|
©USA TODAY May 5, 1998 Sondheim lovers will find fun and flaws in 'Follies' By David Patrick Stearns |
|---|
|
MILBURN, N.J. -- Few follies are as extravagant and impossible as the one created by Stephen Sondheim and Harold Prince in the 1971 show Follies. The score's a string of Sondheim gems, from "Losing My Mind" to "I'm Still Here", but the show has always polarized audiences, and it resists revival with lavish scenic demands and casting requirements (veteran stars, and lots of them).

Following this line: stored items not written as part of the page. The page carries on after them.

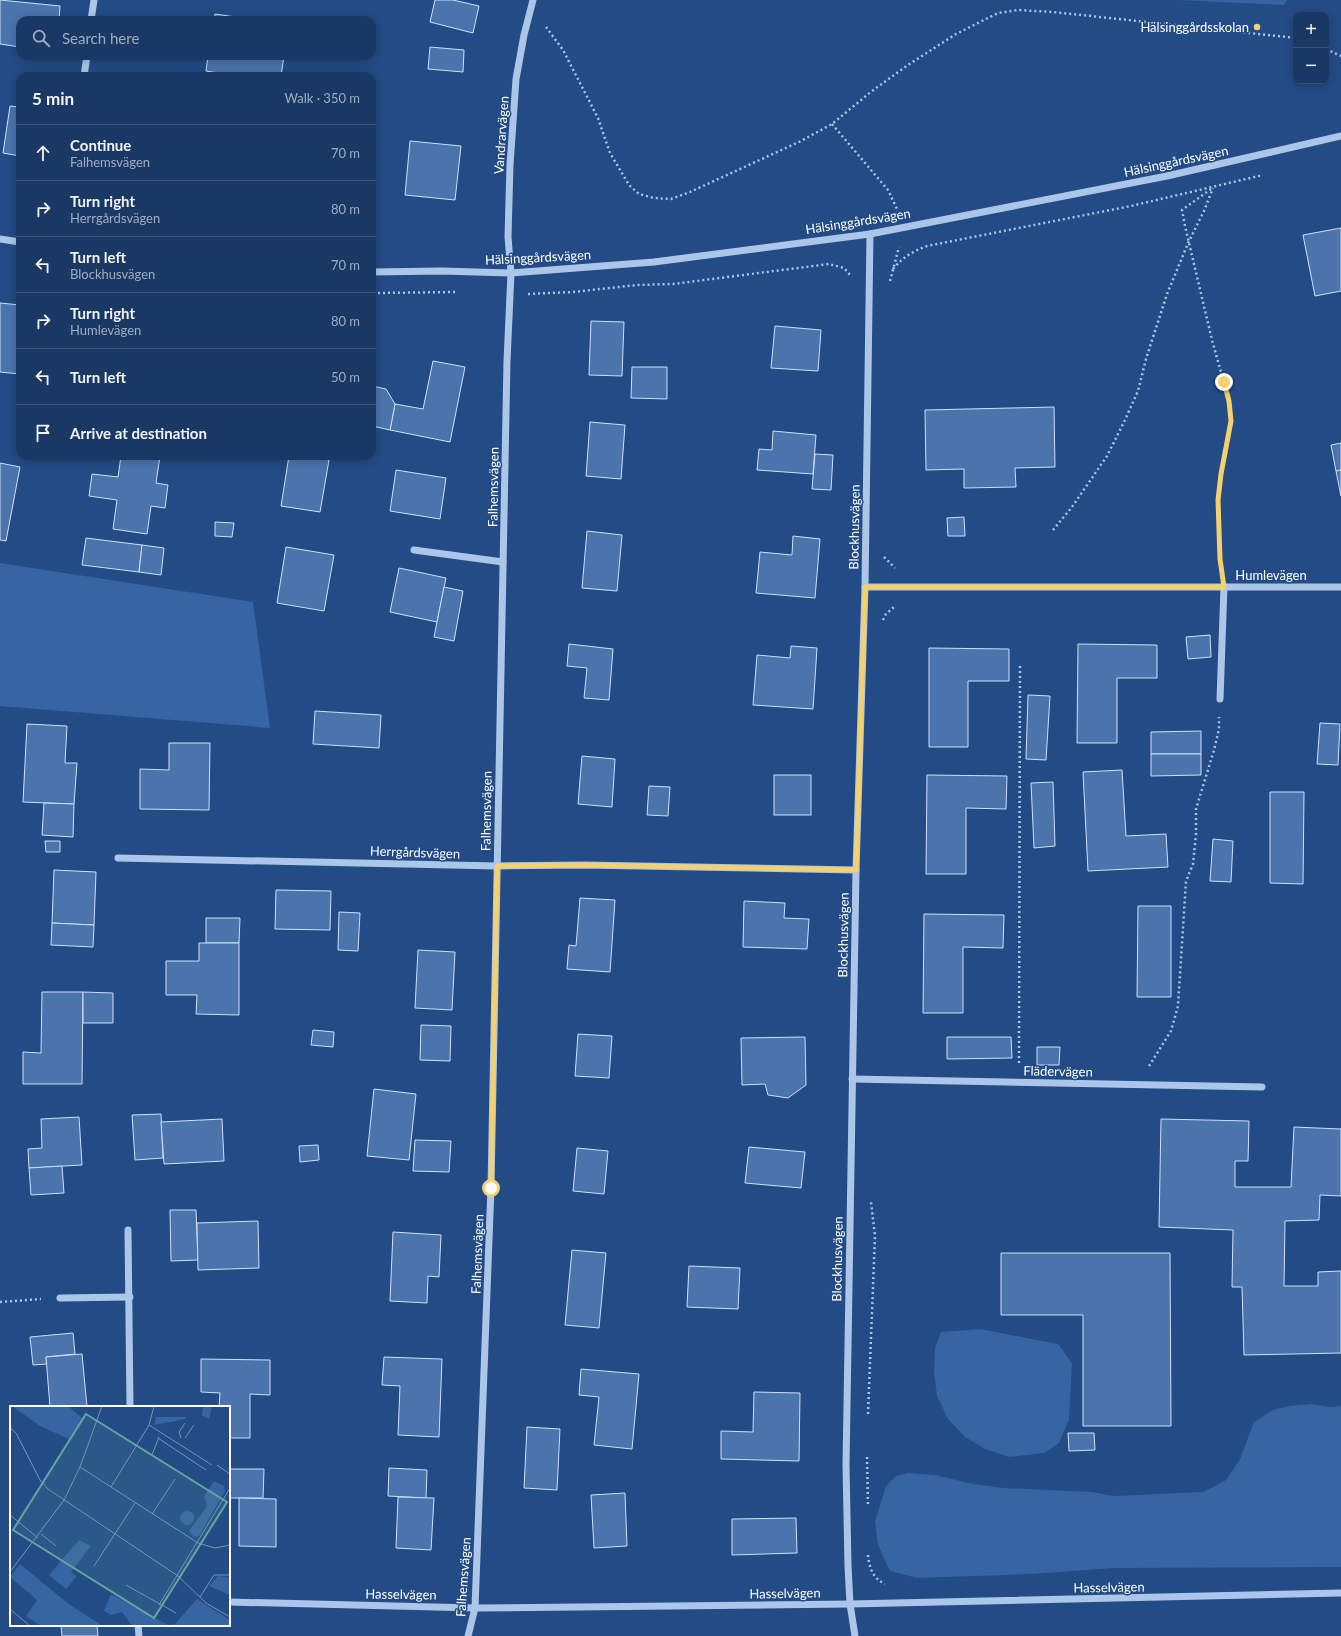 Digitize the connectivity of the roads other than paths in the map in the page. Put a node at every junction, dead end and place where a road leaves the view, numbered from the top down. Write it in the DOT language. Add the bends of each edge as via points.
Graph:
graph roads {
  1 [pos="94,0"];
  2 [pos="532,3"];
  3 [pos="92,16"];
  4 [pos="86,60"];
  5 [pos="85,72"];
  6 [pos="1341,136"];
  7 [pos="870,234"];
  8 [pos="0,239"];
  9 [pos="16,241"];
  10 [pos="376,272"];
  11 [pos="511,273"];
  12 [pos="414,550"];
  13 [pos="503,562"];
  14 [pos="865,587"];
  15 [pos="1224,587"];
  16 [pos="1341,587"];
  17 [pos="1220,699"];
  18 [pos="118,858"];
  19 [pos="497,866"];
  20 [pos="856,870"];
  21 [pos="852,1079"];
  22 [pos="1262,1087"];
  23 [pos="128,1230"];
  24 [pos="130,1297"];
  25 [pos="60,1298"];
  26 [pos="130,1406"];
  27 [pos="1341,1593"];
  28 [pos="230,1602"];
  29 [pos="850,1604"];
  30 [pos="475,1608"];
  31 [pos="138,1626"];
  32 [pos="139,1636"];
  33 [pos="468,1636"];
  34 [pos="855,1636"];
  1 -- 3 [label="street"];
  2 -- 11 [label="street, Vandrarvägen" via="516,87 508,237"];
  4 -- 5 [label="street"];
  6 -- 7 [label="street, Hälsinggårdsvägen" via="1167,176"];
  7 -- 11 [label="street, Hälsinggårdsvägen" via="654,262"];
  7 -- 14 [label="street, Blockhusvägen"];
  8 -- 9 [label="street"];
  10 -- 11 [label="street, Hälsinggårdsvägen"];
  11 -- 13 [label="street, Falhemsvägen"];
  12 -- 13 [label="street"];
  13 -- 19 [label="street, Falhemsvägen"];
  14 -- 15 [label="street, Humlevägen"];
  14 -- 20 [label="street, Blockhusvägen"];
  15 -- 16 [label="street, Humlevägen"];
  15 -- 17 [label="street"];
  18 -- 19 [label="street, Herrgårdsvägen"];
  19 -- 20 [label="street, Herrgårdsvägen"];
  19 -- 30 [label="street, Falhemsvägen" via="491,1188"];
  20 -- 21 [label="street, Blockhusvägen"];
  21 -- 22 [label="street, Flädervägen"];
  21 -- 29 [label="street, Blockhusvägen" via="846,1465"];
  23 -- 24 [label="street"];
  24 -- 25 [label="street"];
  24 -- 26 [label="street"];
  27 -- 29 [label="street, Hasselvägen"];
  28 -- 30 [label="street, Hasselvägen"];
  29 -- 30 [label="street, Hasselvägen"];
  29 -- 34 [label="street, Blockhusvägen"];
  30 -- 33 [label="street, Falhemsvägen"];
  31 -- 32 [label="street"];
}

So with a cast including Ann Miller, Kaye Ballard and Eddie Bracken, it's no surprise that the current Paper Mill Playhouse production, which runs through May 31, is drawing New York producers with an eye for moving it to Broadway. But though it boasts lots of fun individual moments that make it a draw for Sondheimites, a Broadway transfer would be, for lack of a better word, folly. Director Robert Johanson mostly uses James Goldman's 1971 libretto, and that version of this story of a reunion among aging, disillusioned showgirls seems dated. It once confronted a complacent 1960s America with its hypocrisy; now the middle-age characters seem pathetically immature. So much grandness rests on such slender character expositions, and Johanson's staging fails to make the most of what's there. But the musical numbers -- meant to re-enact the once-frivolous follies in conjunction with flashbacks, inner monologues and ironic, sardonic fantasy sequences -- make the production worth seeing. Even if Miller seems challenged to her limits while singing the anthem of survival, "I'm Still Here", it's a great moment as stage character and real-life MGM actress meld. Ballard, sadly, is curiously low-key in "Broadway Baby", but Donna McKechnie (the original star of A Chorus Line) is an utterly entrancing dancer in "Who's That Woman?", performing the re-created choreography of her late husband, Michael Bennett. In an astonishing switch from her Will Rogers Follies wholesomeness, Dee Hoty projects a frighteningly imperious sexiness as Phyllis that almost makes the whole thing theatrically viable. The onstage husbands blow hot and cold: Tony Roberts is terrific as the plainspoken Buddy, but Laurence Guittard (Ben) is a shambling lug shown up by the effervescent Michael Gruber, who plays the character's younger self. For all of the theatrical riches of this production, Follies requires still more.